2. Wie verändert die Digitalisierung Personennahe Dienstleistungen?
Es ist die Digitalisierung, die Unternehmen dazu drängt, sich darauf zu besinnen, was ihr eigentliches, selbstgestecktes Ziel im Wirtschaftssystem sein sollte: Menschen darin zu unterstützen, dass sie ihr Leben so leben können, wie sie wollen. Die digitale Vernetzung und heute hohe Verfügbarkeit von privaten Smartphones oder anderen Endgeräten hat dazu geführt, dass jeder und jede im ganz normalen, täglichen Leben auf mannigfaltige digitale Dienstleistungen zugreifen kann. Diese ersetzen die ehemals persönlichen Dienstleistungen, wie z. B. im Online‐Handel, oder ergänzen sie – sehr häufig mithilfe von Services, die einem Kauf vor‐ oder nachgelagert sind. Neue Dienstleistungen lösen ganze Problemstellungen von Menschen, anstatt nur einzelne Bedürfnisse zu adressieren, oder sie passen ehemals digitale Produkte, wie Musik oder Filme, an den einzelnen Nutzer und seine Situation an. Weiter beobachten wir Phänomene des Teilens, Tauschens und des Abonnements von Gütern, die Menschen, statt sie nutzlos zu besitzen, lieber besitzlos nutzen. Genauso nehmen wir wahr, dass ein Angebot für einen Kunden nicht nur von einem institutionalisierten Anbieter wie einem Unternehmen alleine kommen muss. Stattdessen entscheiden Kunden zunehmend, eigene Kompetenzen auszuprägen und diese für sich im Do-it-Yourself oder für andere, als Maker (z. B. bei Uber oder Airbnb), zu nutzen. All dies wird entweder erst durch die Digitalisierung ermöglicht oder durch diese maßgeblich unterstützt.
Bei näherer Betrachtung zeichnet alle diese erfolgreichen Geschäftsmodelle der digitalen Transformation ein zentrales Merkmal aus: Ihr Angebot ist genau darauf ausgerichtet, dem Menschen einen besonderen Wert zu versprechen. Sie alle bieten also Personennahe Dienstleistungen an.
All diese Erkenntnisse müssen in der Gestaltung von digitalen, personennahen Dienstleistungen berücksichtigt werden.
3. Welchen Nutzen bringt „Service For Good“ von BeDien, was zeichnet sie aus und welche Vorteile bietet sie?

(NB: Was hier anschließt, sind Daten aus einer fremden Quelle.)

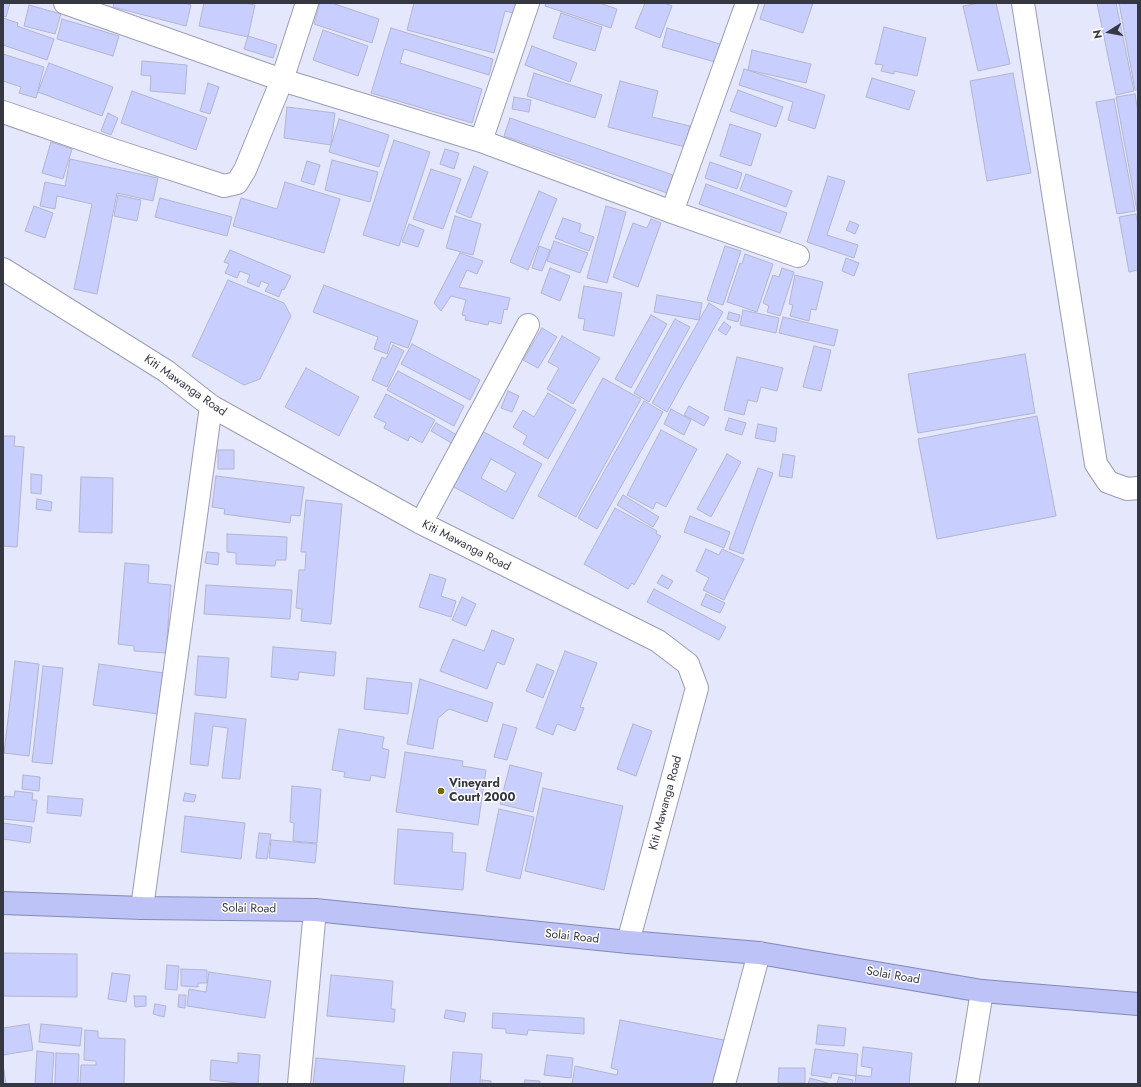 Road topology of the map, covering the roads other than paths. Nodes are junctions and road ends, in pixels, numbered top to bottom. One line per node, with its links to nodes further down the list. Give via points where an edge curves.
1 (65, 3): 6 (street)
2 (307, 3): 7 (street)
3 (528, 3): 9 (street)
4 (748, 3): 10 (street)
5 (1023, 3): 15 (street, via 1096,464 1108,482 1127,489)
6 (88, 6): 7 (street)
7 (282, 80): 8 (street, via 245,170 237,183 224,186); 9 (street)
8 (3, 112)
9 (481, 141): 10 (street)
10 (672, 212): 11 (street)
11 (798, 256)
12 (3, 268): 14 (street, Kiti Mawanga Road, via 166,371)
13 (528, 325): 16 (street)
14 (211, 406): 16 (street, Kiti Mawanga Road); 18 (street)
15 (1138, 488)
16 (421, 523): 20 (street, Kiti Mawanga Road, via 658,641 688,664 697,688)
17 (3, 903): 18 (highway, Solai Road)
18 (142, 908): 19 (highway, Solai Road)
19 (315, 910): 20 (highway, Solai Road); 24 (street)
20 (628, 942): 21 (highway, Solai Road)
21 (759, 953): 22 (highway, Solai Road); 25 (street)
22 (982, 990): 23 (highway, Solai Road); 26 (street)
23 (1138, 1004)
24 (298, 1084)
25 (724, 1084)
26 (967, 1084)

Wie dargestellt, setzt sich mit der digitalen Transformation der Service-Gedanke zunehmend in allen Bereichen der Wirtschaft und in allen Industrien durch. Dies umfasst nicht nur die Erbringung von Dienstleistungen, sondern beinhaltet ein neues Verständnis der Wertschöpfung, von Business-Ökosystemen und Kundenbeziehungen. Für die Entwicklung von innovativen Dienstleistungen in einer digital transformierten Welt bedarf es neuer Gestaltungsmethoden und grundlegender theoretischer Konzepte, die wir in diesem Beitrag mit der Initiative „Service for Good“ für den Markt zur Verfügung stellen.

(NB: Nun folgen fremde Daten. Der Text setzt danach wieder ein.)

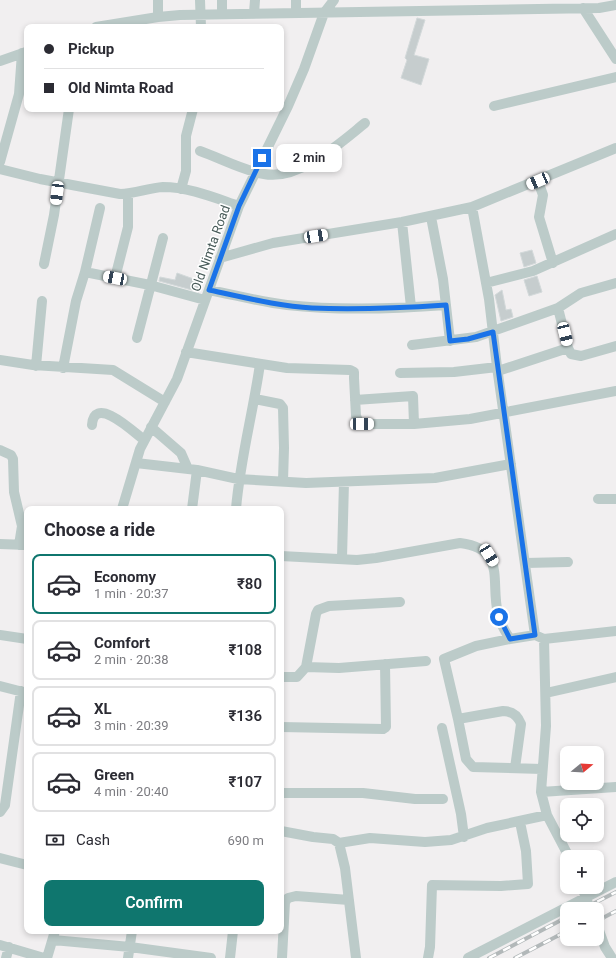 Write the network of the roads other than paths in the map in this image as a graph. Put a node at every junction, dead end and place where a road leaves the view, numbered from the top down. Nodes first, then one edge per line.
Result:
1 (158, 0) edge
2 (200, 0) edge
3 (222, 0) edge
4 (255, 0) edge
5 (296, 0) edge
6 (334, 0) edge
7 (616, 5) edge
8 (584, 8) junction
9 (296, 12) junction
10 (254, 13) junction
11 (324, 13) junction
12 (222, 14) junction
13 (201, 15) junction
14 (158, 17) junction
15 (115, 24) edge
16 (201, 24) edge
17 (24, 52) edge
18 (616, 59) edge
19 (0, 61) edge
20 (616, 77) edge
21 (494, 106) dead end
22 (69, 112) edge
23 (192, 112) edge
24 (284, 112) edge
25 (284, 112) edge
26 (365, 123) dead end
27 (616, 148) edge
28 (200, 151) dead end
29 (0, 162) edge
30 (0, 169) edge
31 (256, 172) junction
32 (538, 181) junction
33 (59, 182) junction
34 (181, 189) junction
35 (128, 194) junction
36 (239, 206) junction
37 (100, 208) dead end
38 (472, 208) junction
39 (431, 217) junction
40 (402, 222) junction
41 (616, 236) edge
42 (163, 238) dead end
43 (220, 258) junction
44 (553, 263) junction
45 (44, 264) dead end
46 (85, 272) junction
47 (115, 278) junction
48 (486, 283) junction
49 (616, 283) edge
50 (150, 285) junction
51 (209, 290) junction
52 (205, 300) junction
53 (42, 301) dead end
54 (446, 305) junction
55 (411, 307) junction
56 (558, 308) junction
57 (493, 332) junction
58 (137, 338) dead end
59 (450, 341) junction
60 (412, 345) dead end
61 (616, 346) edge
62 (568, 348) junction
63 (186, 352) junction
64 (0, 360) edge
65 (260, 364) junction
66 (36, 366) junction
67 (63, 368) junction
68 (497, 369) junction
69 (400, 373) dead end
70 (616, 391) edge
71 (255, 399) junction
72 (355, 400) junction
73 (165, 402) junction
74 (505, 414) junction
75 (414, 424) junction
76 (92, 425) dead end
77 (151, 427) junction
78 (144, 440) junction
79 (0, 450) edge
80 (136, 463) junction
81 (511, 464) junction
82 (192, 469) junction
83 (238, 478) junction
84 (282, 481) junction
85 (344, 482) junction
86 (598, 499) dead end
87 (616, 499) edge
88 (123, 506) edge
89 (192, 506) edge
90 (236, 506) edge
91 (0, 544) edge
92 (23, 545) edge
93 (284, 556) edge
94 (342, 558) junction
95 (568, 562) dead end
96 (526, 563) junction
97 (400, 602) dead end
98 (616, 631) edge
99 (0, 635) edge
100 (540, 637) junction
101 (24, 639) edge
102 (510, 639) junction
103 (426, 661) dead end
104 (385, 664) junction
105 (306, 667) junction
106 (284, 677) edge
107 (616, 677) edge
108 (0, 686) edge
109 (24, 692) edge
110 (546, 693) junction
111 (458, 719) junction
112 (284, 727) edge
113 (442, 728) dead end
114 (515, 768) junction
115 (542, 769) junction
116 (616, 787) edge
117 (541, 792) junction
118 (284, 793) edge
119 (443, 799) dead end
120 (0, 812) edge
121 (547, 815) junction
122 (520, 822) junction
123 (284, 832) edge
124 (464, 837) junction
125 (339, 842) junction
126 (565, 850) edge
127 (0, 858) edge
128 (24, 865) edge
129 (616, 882) edge
130 (604, 886) edge
131 (580, 894) edge
132 (349, 900) junction
133 (284, 921) edge
134 (132, 934) edge
135 (233, 934) edge
136 (283, 934) edge
137 (54, 936) edge
138 (604, 944) edge
139 (4, 946) edge
140 (130, 947) junction
141 (149, 954) edge
142 (187, 956) edge
143 (6, 958) edge
144 (46, 958) edge
145 (128, 958) edge
146 (210, 958) edge
147 (230, 958) edge
148 (282, 958) edge
149 (356, 958) edge
150 (428, 958) edge
151 (468, 958) edge
152 (612, 958) edge

1 - 14 street
2 - 13 street
3 - 12 street
4 - 10 street
5 - 9 street
6 - 11 street, Old Nimta Road
7 - 8 street
8 - 11 street
8 - 18 street
9 - 10 street
9 - 11 street
10 - 12 street
11 - 24 street, Old Nimta Road
12 - 13 street
13 - 14 street
13 - 16 street
14 - 15 street
17 - 19 street
17 - 29 street
20 - 21 street
22 - 33 street
23 - 34 street
25 - 31 street, Old Nimta Road
26 - 31 street
27 - 32 street
28 - 31 street
30 - 33 street
31 - 36 street, Old Nimta Road
32 - 38 street
32 - 44 street
33 - 35 street
33 - 45 street
34 - 35 street
34 - 36 street
35 - 47 street
36 - 43 street, Old Nimta Road
37 - 46 street
38 - 39 street
38 - 48 street
39 - 40 street
39 - 54 street
40 - 43 street
40 - 55 street
41 - 44 street
42 - 50 street
43 - 51 street, Old Nimta Road
44 - 48 street
46 - 47 street
46 - 67 street
47 - 50 street
48 - 57 street
49 - 56 street
50 - 52 street
50 - 58 street
51 - 52 street, Old Nimta Road
51 - 55 street
52 - 63 street, Old Nimta Road
53 - 66 street
54 - 55 street
54 - 59 street
56 - 57 street
56 - 62 street
57 - 59 street
57 - 68 street
59 - 60 street
61 - 62 street
62 - 68 street
63 - 65 street
63 - 73 street, Old Nimta Road
64 - 66 street
65 - 71 street
65 - 72 street
66 - 67 street
67 - 73 street
68 - 69 street
68 - 74 street
70 - 74 street
71 - 83 street
71 - 84 street
72 - 75 street
72 - 75 street
73 - 77 street, Old Nimta Road
74 - 75 street
74 - 81 street
76 - 78 street
77 - 78 street, Old Nimta Road
77 - 82 street
78 - 80 street, Old Nimta Road
79 - 92 street
80 - 82 street
80 - 88 street, Old Nimta Road
81 - 85 street
81 - 96 street
82 - 83 street
82 - 89 street
83 - 84 street
83 - 90 street
84 - 85 street
85 - 94 street
86 - 87 street
91 - 92 street
93 - 94 street
94 - 102 street
95 - 96 street
96 - 100 street
97 - 105 street
98 - 100 street
99 - 101 street
100 - 102 street
100 - 110 street
102 - 111 street
103 - 104 street
104 - 105 street
104 - 112 street
105 - 106 street
107 - 110 street
108 - 109 street
109 - 120 street
110 - 115 street
111 - 114 street
111 - 114 street
113 - 124 street
114 - 115 street
115 - 117 street
116 - 117 street
117 - 121 street
118 - 119 street
121 - 122 street
121 - 126 street
122 - 124 street
122 - 150 street
123 - 125 street
124 - 125 street
125 - 132 street
127 - 128 street
129 - 130 street
131 - 151 street
132 - 133 street
132 - 149 street
134 - 140 street
135 - 147 street
136 - 148 street
137 - 140 street
137 - 144 street
138 - 152 street
139 - 143 street
139 - 144 street
140 - 141 street
140 - 145 street
141 - 142 street
142 - 146 street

Die Entwicklungen der vergangenen Jahre führen uns vor Augen, dass sich grundlegende Annahmen über Märkte, Produkte, Dienstleistungen, Kundenbedürfnisse und -beziehungen sowie Wertschöpfung verändern. Die Gewinner der digitalen Transformation machen vor, was theoretische Ansätze der modernen Betriebswirtschaftslehre erklären: die Zukunft liegt in der Gestaltung von Services, die auf die persönliche Situation von Menschen ausgerichtet sind.
Es zeigt sich, dass bestehende Methoden zur Geschäftsmodelentwicklung oder Produkt-Dienstleistungsgestaltung, wie zum Beispiel die Business Modell Canvas oder Methoden des Design Thinking nicht ausreichen, um personennahe Dienstleistungen umfänglich aufzusetzen. Deswegen wurde ihm Rahmen des BMBF BeDien Projekts ein Methodenset zur Gestaltung Personennaher Dienstleistungen entwickelt und in praktischen Anwendungen iterativ über drei Jahre ausgearbeitet.

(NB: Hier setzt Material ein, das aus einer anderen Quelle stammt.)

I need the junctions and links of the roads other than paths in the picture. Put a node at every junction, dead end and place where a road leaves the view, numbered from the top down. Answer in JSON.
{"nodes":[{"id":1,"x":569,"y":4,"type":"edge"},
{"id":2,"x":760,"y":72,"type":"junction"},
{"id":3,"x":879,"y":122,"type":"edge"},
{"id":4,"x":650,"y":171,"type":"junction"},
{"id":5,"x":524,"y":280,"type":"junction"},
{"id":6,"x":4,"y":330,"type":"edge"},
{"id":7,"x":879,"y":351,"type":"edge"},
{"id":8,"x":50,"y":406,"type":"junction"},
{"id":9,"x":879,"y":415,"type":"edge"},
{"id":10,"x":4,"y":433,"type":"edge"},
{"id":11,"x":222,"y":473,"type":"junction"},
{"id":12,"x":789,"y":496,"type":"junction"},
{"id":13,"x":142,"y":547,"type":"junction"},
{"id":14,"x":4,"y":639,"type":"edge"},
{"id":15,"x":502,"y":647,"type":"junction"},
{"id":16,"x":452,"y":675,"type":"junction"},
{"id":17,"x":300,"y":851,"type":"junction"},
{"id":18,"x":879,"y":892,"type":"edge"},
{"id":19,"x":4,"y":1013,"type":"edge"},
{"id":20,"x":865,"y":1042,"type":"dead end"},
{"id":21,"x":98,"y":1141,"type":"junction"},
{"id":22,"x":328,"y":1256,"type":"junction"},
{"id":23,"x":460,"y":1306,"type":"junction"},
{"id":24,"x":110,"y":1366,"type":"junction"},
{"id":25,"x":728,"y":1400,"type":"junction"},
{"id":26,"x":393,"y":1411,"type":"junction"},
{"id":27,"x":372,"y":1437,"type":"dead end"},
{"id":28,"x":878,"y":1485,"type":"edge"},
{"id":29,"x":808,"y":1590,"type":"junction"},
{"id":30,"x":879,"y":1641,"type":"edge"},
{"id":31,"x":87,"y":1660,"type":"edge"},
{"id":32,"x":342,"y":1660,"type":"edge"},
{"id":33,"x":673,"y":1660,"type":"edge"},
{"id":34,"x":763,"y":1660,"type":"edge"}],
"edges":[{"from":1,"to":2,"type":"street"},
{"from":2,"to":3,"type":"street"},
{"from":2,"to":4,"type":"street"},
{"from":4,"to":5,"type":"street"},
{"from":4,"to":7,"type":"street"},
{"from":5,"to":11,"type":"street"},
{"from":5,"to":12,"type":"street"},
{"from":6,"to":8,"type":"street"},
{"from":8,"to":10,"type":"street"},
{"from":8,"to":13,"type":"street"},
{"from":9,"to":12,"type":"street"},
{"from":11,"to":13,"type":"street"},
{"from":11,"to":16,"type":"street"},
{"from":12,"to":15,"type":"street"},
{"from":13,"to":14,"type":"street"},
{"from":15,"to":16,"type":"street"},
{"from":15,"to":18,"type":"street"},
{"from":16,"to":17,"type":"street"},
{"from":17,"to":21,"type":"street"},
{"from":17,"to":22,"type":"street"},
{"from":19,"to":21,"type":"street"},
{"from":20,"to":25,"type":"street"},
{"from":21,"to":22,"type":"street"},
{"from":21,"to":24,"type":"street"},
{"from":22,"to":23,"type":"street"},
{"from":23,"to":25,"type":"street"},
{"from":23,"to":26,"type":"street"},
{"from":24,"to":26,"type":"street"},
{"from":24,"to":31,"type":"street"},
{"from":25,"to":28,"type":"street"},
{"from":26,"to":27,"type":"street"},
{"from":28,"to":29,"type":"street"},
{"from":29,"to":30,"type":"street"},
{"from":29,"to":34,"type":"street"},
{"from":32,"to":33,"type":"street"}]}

Diese Erkenntnisse werden über die Initiative Service for Good für Unternehmen und Wissenschaftler zur Verfügung gestellt. Service for Good unterstützt dabei Unternehmen in der Gestaltung zukunftsorientierter Angebote, die das Wohlergehen von Menschen in den Vordergrund stellen. Service for Good umfasst das oben beschriebene neue Dienstleistungsverständnis, einen anwendungsorientierten Gestaltungsrahmen, neue Methoden zur Dienstleistungsentwicklung, sowie eine Community von Unternehmen, Unternehmensvertretern und Wissenschaftlern, die dieses Verständnis weiterentwickeln und helfen, es in der täglichen Unternehmenspraxis umzusetzen.